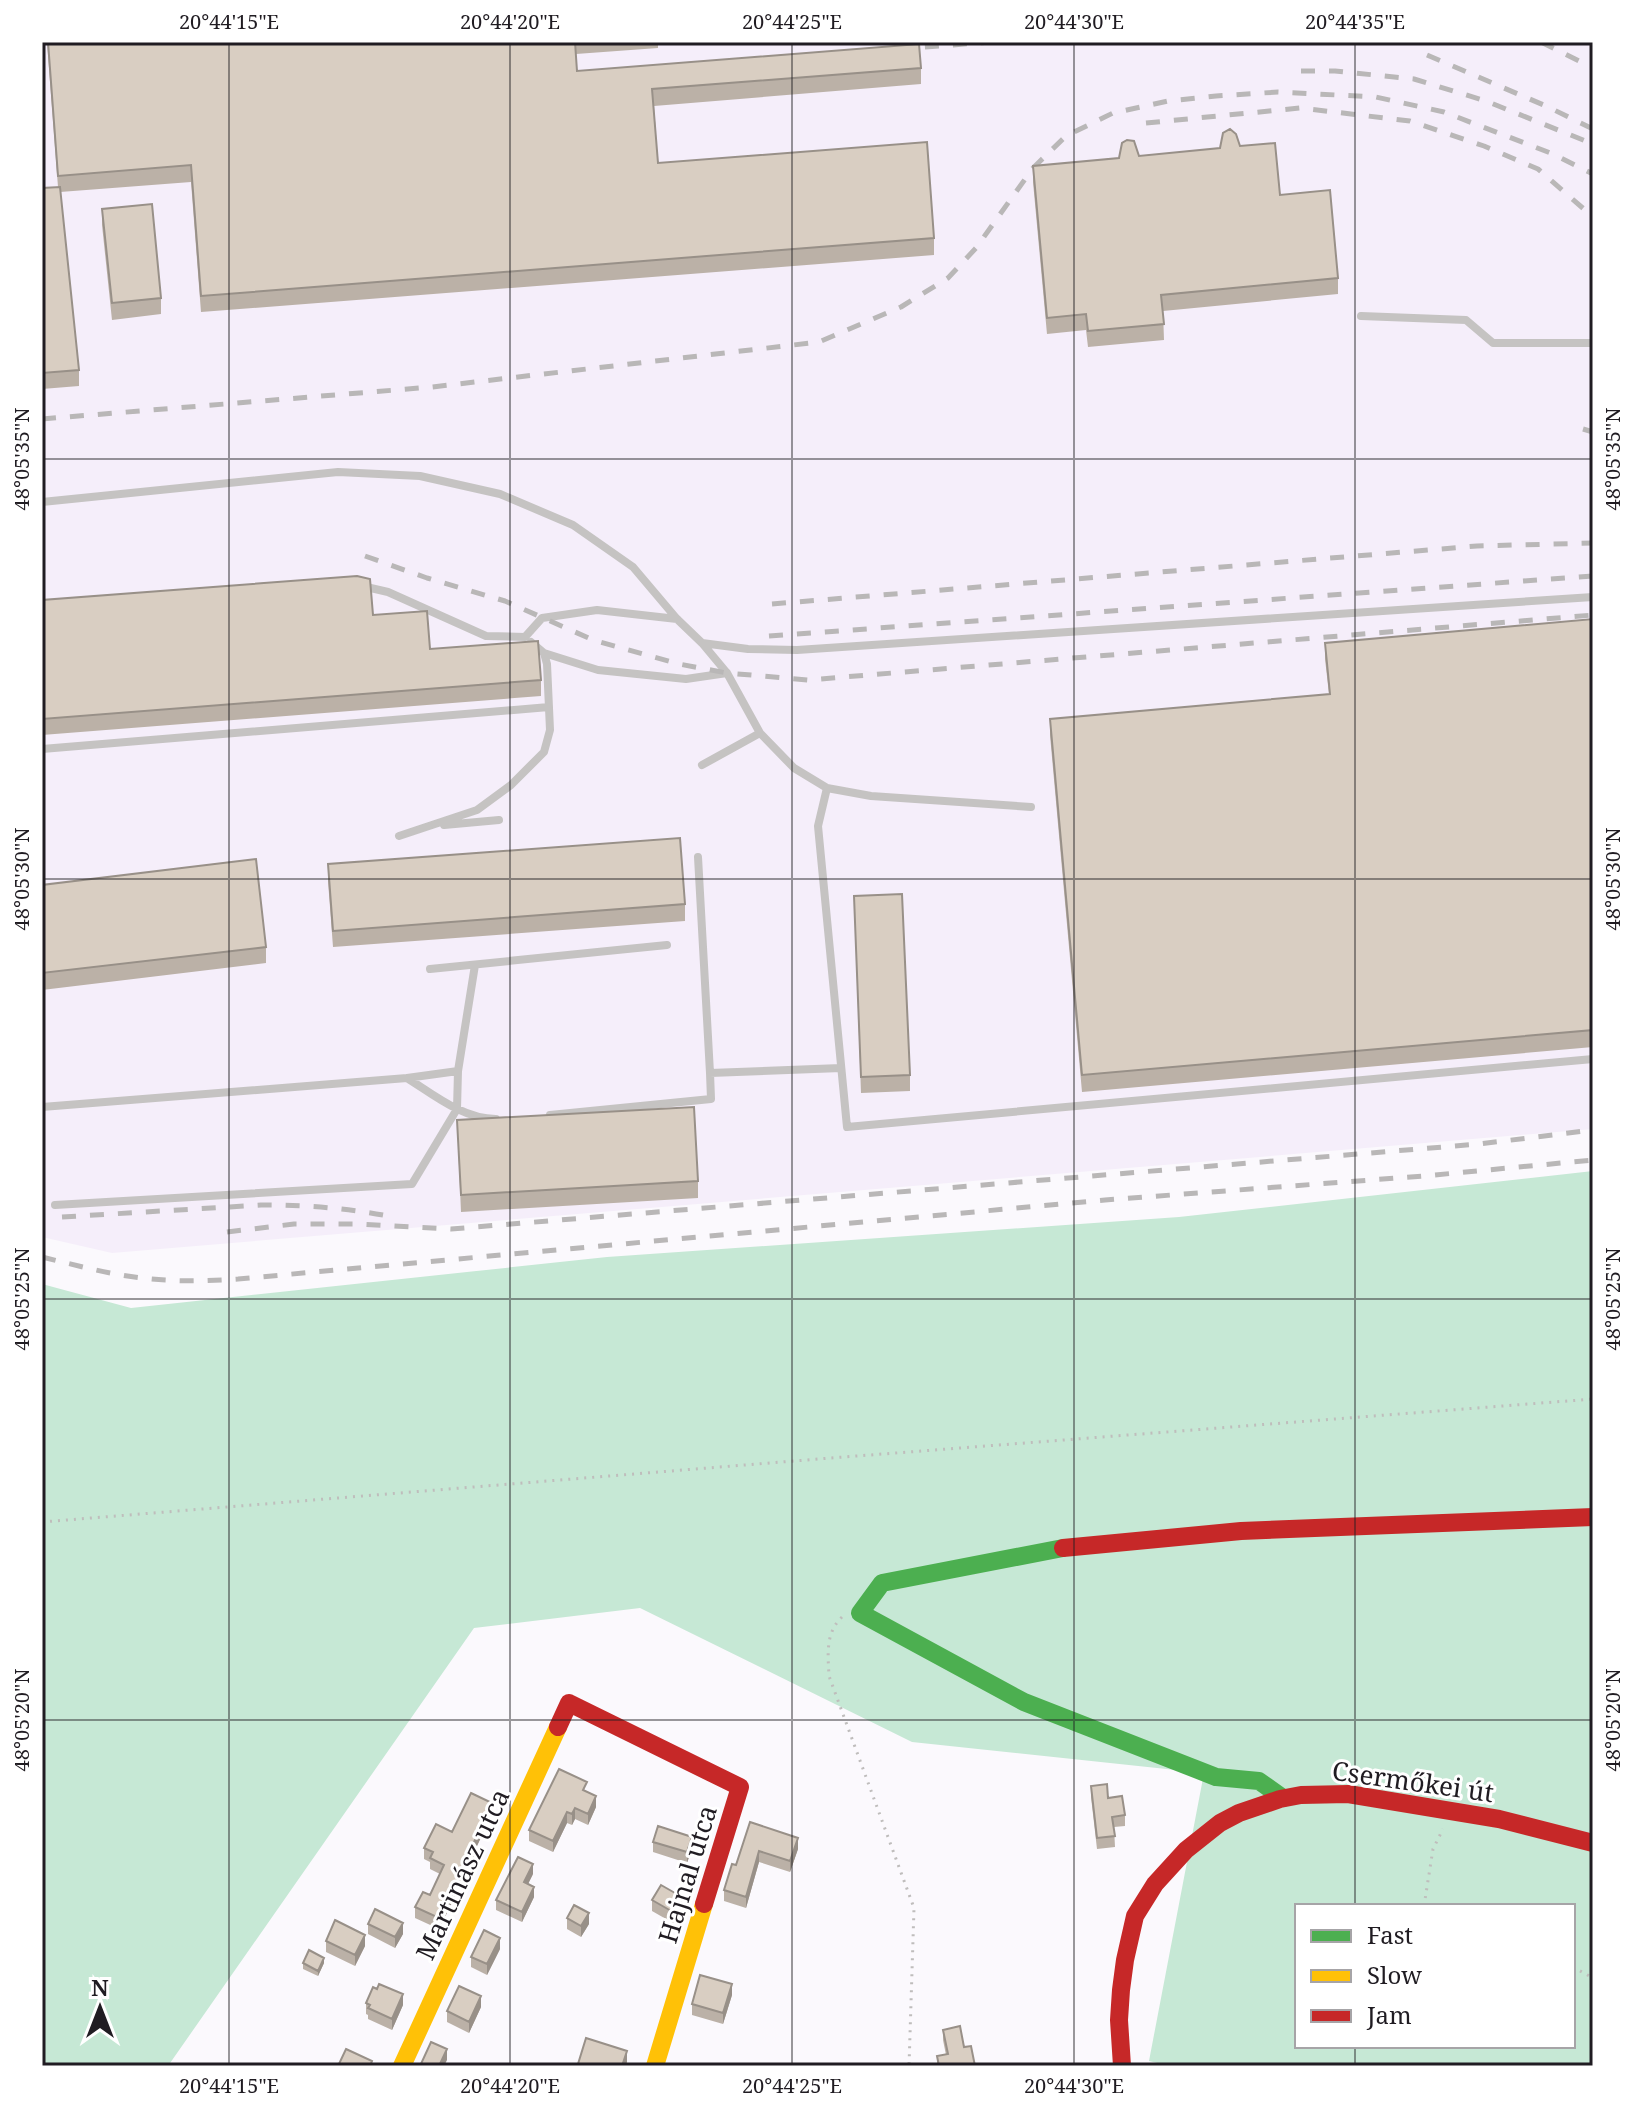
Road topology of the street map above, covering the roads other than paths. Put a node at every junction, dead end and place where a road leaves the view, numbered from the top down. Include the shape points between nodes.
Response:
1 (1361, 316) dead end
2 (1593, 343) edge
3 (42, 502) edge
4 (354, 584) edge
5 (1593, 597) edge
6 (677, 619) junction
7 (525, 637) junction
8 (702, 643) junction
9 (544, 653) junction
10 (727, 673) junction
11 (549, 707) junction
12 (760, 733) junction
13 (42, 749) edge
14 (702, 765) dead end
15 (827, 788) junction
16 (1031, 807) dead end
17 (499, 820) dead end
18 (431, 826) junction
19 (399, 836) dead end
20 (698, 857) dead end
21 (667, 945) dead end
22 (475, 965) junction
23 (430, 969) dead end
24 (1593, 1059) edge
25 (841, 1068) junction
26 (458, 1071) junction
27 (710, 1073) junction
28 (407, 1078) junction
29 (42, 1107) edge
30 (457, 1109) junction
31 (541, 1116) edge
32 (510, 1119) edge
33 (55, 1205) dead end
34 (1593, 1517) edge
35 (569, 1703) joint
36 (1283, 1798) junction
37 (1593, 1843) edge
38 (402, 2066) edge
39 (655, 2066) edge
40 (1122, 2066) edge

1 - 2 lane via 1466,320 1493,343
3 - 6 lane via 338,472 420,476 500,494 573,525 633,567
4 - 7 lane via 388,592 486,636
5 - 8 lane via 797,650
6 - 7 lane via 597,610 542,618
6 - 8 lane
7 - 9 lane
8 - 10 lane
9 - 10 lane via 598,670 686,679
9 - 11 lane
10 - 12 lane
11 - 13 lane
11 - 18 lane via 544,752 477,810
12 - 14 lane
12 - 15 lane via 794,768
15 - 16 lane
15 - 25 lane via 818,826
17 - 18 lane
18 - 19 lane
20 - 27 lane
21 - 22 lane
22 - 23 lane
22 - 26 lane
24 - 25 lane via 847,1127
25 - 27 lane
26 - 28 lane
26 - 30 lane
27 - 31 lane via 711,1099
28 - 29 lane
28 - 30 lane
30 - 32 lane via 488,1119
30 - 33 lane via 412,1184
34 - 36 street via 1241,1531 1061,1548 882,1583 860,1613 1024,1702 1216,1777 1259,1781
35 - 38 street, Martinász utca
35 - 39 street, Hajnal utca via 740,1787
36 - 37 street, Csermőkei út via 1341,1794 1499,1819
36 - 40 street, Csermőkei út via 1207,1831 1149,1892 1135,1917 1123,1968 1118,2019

********

*AIM OF THE EXERCISE:* Copy each line above that contains the word "Csermőkei".

*RESULT FOR THIS TASK:*
36 - 37 street, Csermőkei út via 1341,1794 1499,1819
36 - 40 street, Csermőkei út via 1207,1831 1149,1892 1135,1917 1123,1968 1118,2019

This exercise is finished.